About this exercise |
Copy each line below in which the word "hand" occurs.

--- Information provided ---

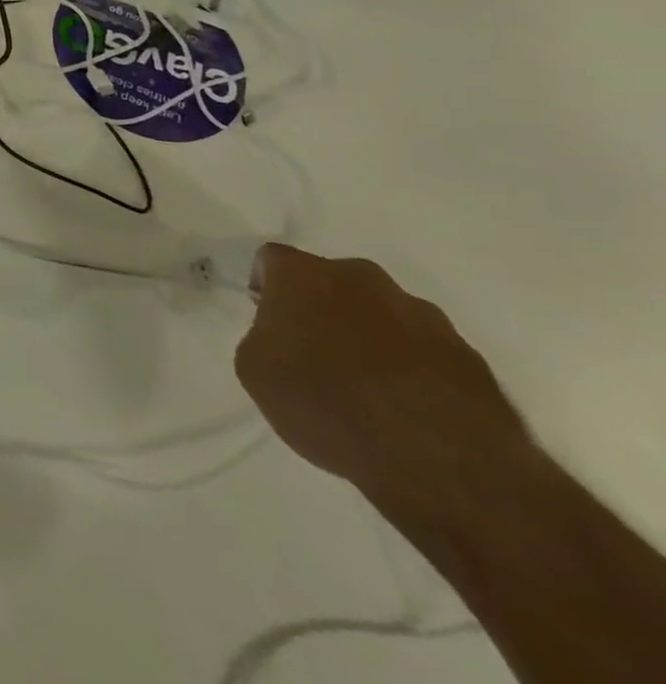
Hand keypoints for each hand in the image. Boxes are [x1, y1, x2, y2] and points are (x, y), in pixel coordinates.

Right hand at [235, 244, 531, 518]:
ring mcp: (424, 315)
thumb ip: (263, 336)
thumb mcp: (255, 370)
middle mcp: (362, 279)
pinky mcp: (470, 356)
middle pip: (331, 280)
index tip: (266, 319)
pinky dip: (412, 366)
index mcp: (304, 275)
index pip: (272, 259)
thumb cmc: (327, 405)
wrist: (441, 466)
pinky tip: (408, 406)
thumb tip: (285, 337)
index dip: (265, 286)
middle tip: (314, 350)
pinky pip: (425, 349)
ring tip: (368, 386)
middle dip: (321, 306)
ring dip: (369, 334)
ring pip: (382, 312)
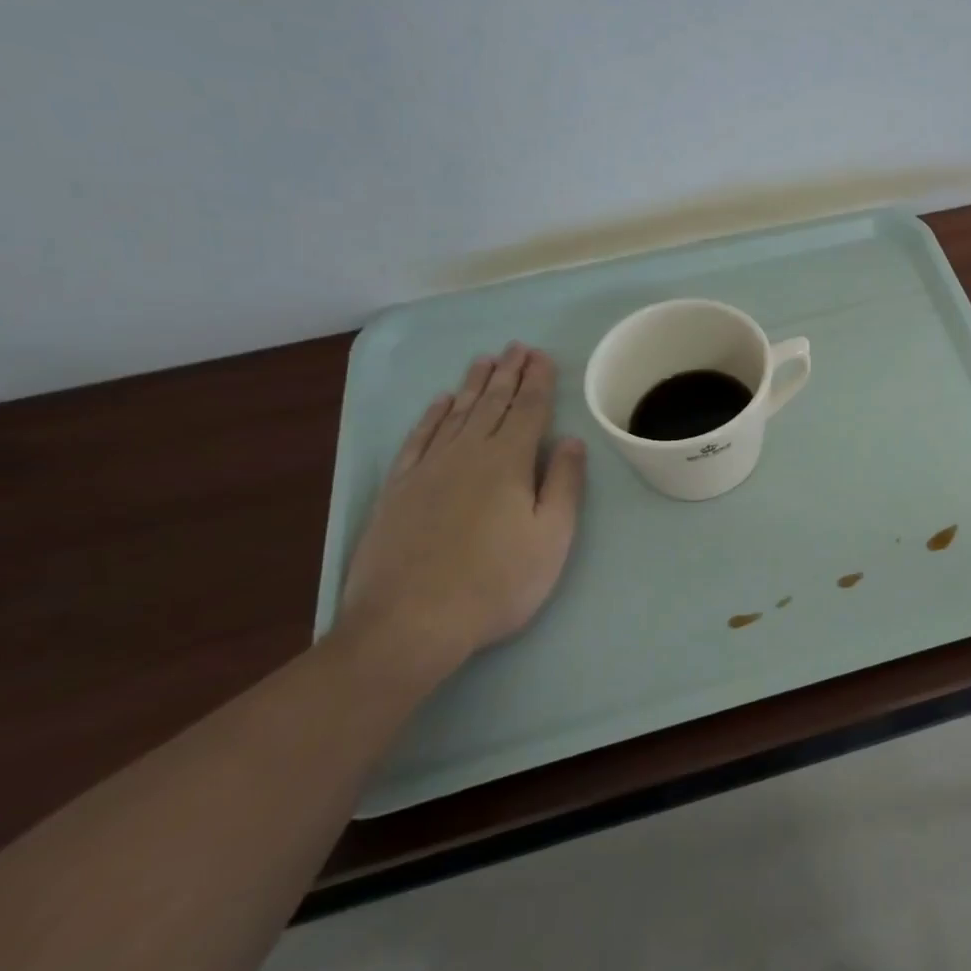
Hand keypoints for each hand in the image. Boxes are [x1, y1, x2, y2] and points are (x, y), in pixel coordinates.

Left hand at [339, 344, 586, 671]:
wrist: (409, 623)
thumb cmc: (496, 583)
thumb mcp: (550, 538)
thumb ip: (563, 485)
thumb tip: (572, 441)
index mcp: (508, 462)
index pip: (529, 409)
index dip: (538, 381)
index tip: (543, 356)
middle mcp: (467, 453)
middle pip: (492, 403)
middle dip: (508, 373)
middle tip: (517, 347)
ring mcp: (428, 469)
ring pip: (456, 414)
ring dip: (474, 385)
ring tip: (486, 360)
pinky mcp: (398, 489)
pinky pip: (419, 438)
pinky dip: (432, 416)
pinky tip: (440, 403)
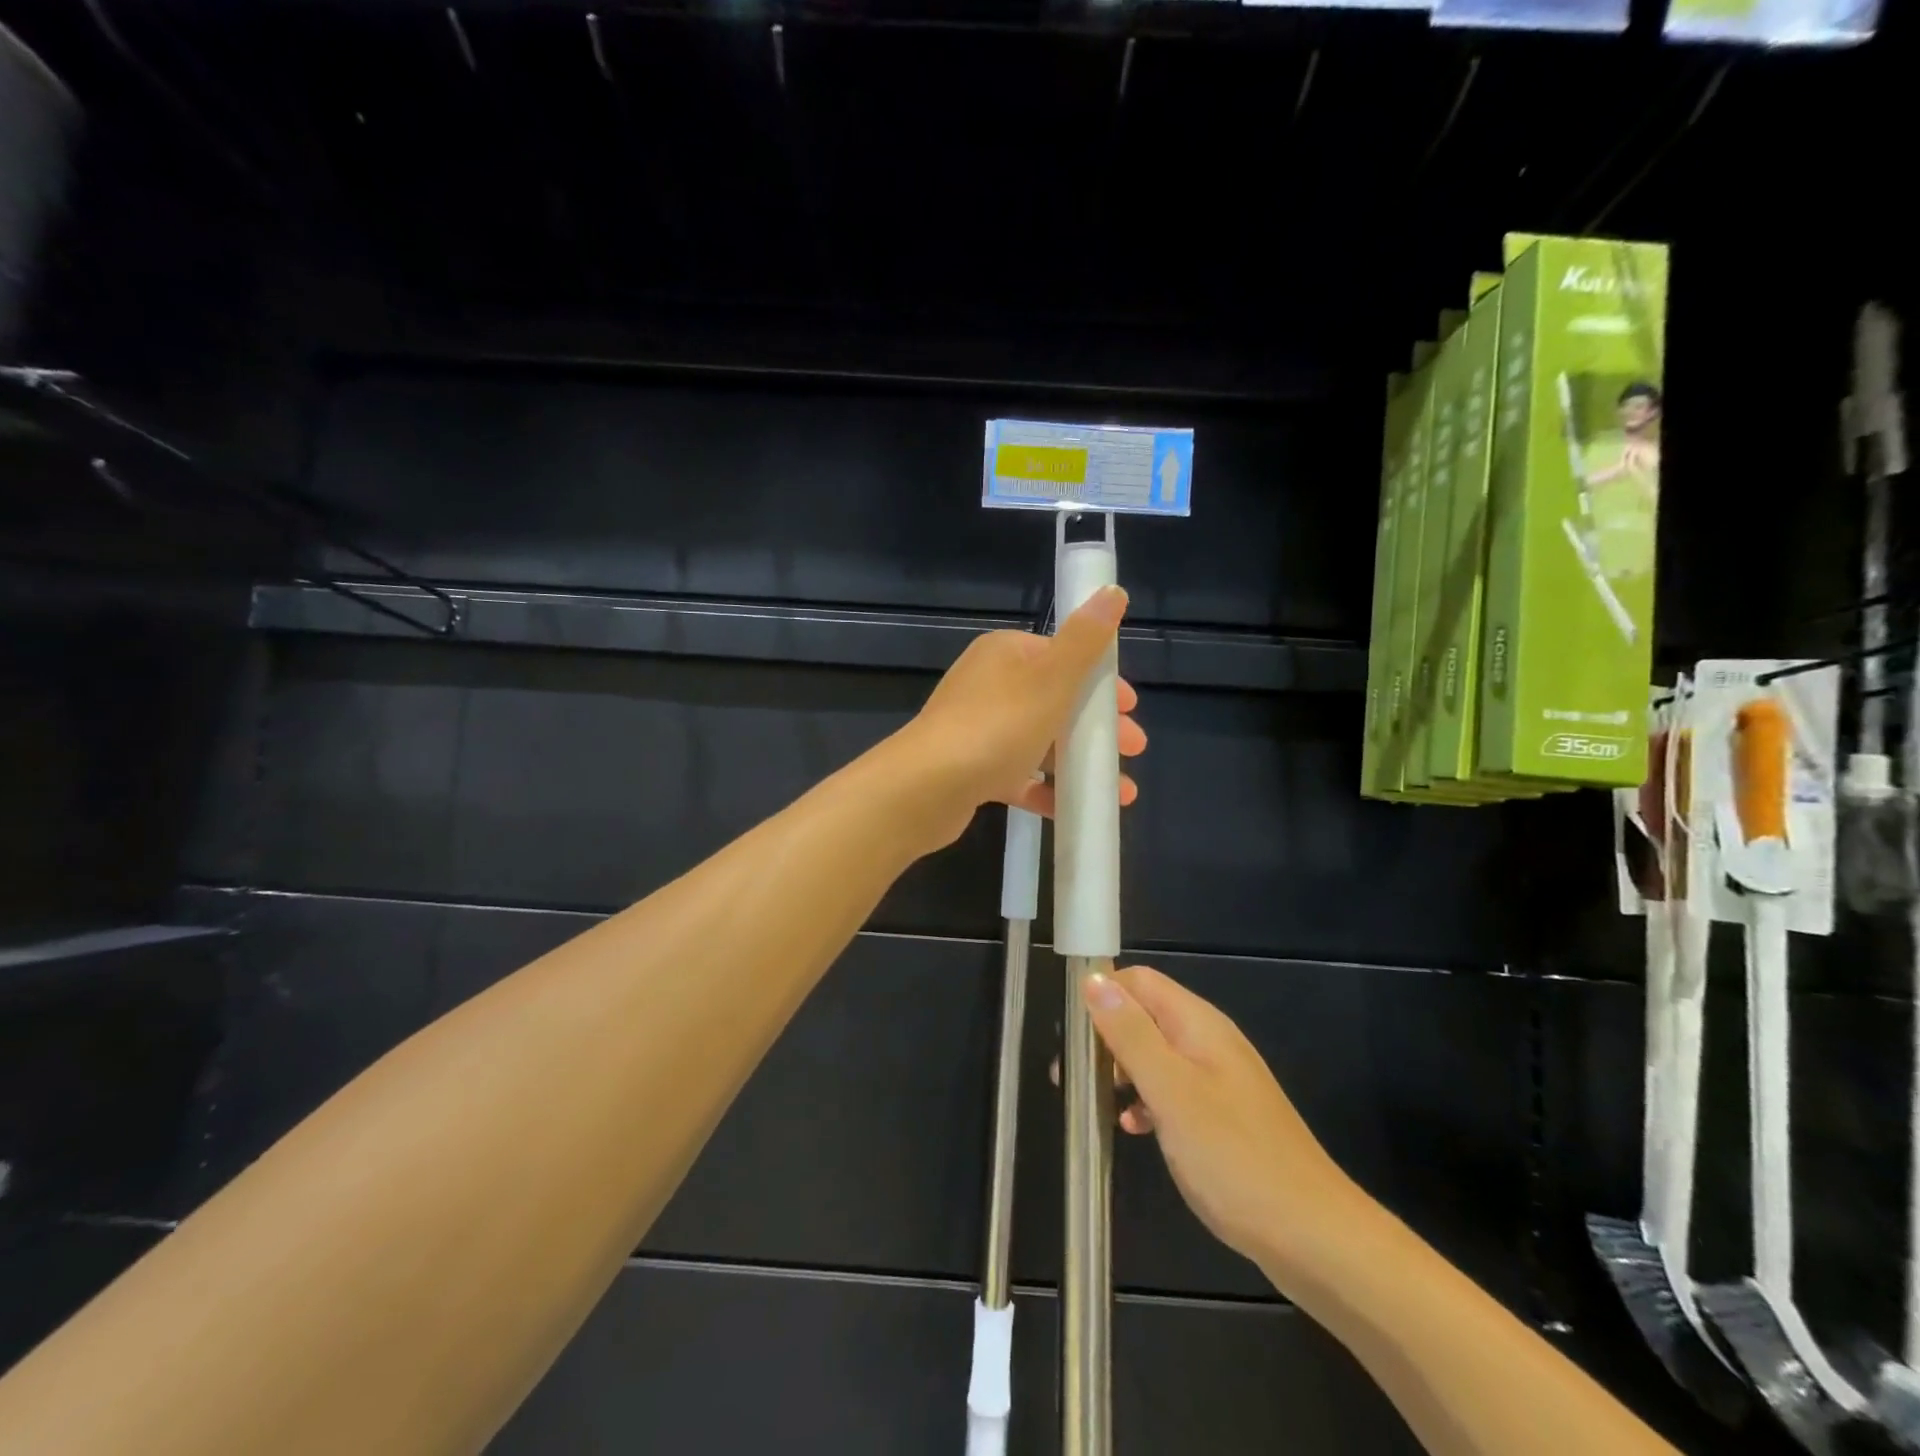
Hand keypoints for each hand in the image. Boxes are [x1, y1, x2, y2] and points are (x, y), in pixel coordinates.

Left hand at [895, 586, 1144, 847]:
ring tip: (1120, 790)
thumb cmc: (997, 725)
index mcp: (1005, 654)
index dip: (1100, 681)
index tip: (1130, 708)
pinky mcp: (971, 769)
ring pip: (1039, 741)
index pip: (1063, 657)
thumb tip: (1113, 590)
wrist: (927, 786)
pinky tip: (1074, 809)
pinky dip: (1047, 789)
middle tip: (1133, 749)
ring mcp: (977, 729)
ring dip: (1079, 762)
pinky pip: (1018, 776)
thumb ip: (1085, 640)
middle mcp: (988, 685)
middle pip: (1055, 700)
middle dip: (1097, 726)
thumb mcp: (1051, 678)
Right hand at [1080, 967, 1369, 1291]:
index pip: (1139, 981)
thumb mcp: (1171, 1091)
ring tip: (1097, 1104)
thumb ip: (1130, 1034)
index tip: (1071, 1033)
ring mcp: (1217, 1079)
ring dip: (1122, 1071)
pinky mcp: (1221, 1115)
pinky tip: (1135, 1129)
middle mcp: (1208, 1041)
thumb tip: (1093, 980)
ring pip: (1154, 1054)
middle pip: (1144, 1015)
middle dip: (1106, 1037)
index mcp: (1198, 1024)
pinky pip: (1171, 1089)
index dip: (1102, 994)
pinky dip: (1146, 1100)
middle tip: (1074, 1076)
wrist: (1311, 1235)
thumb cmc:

---

Solved exercise |
Hand keypoints for each hand in the image. Boxes are [x1, y1, x2, y2] and points are (x, y), in pixel coordinates.
Right hand at [235, 244, 531, 518]:
Hand keypoints for each hand in the image. Boxes are [x1, y1, x2, y2] and points are (x, y), in pixel coordinates.
Left hand at [339, 344, 586, 671]:
Hand keypoints for each hand in the image. Boxes are [x1, y1, x2, y2] and points are (x, y), in pixel coordinates.
Left hand at [895, 586, 1144, 847]:
Right hand at [1080, 967, 1369, 1291]:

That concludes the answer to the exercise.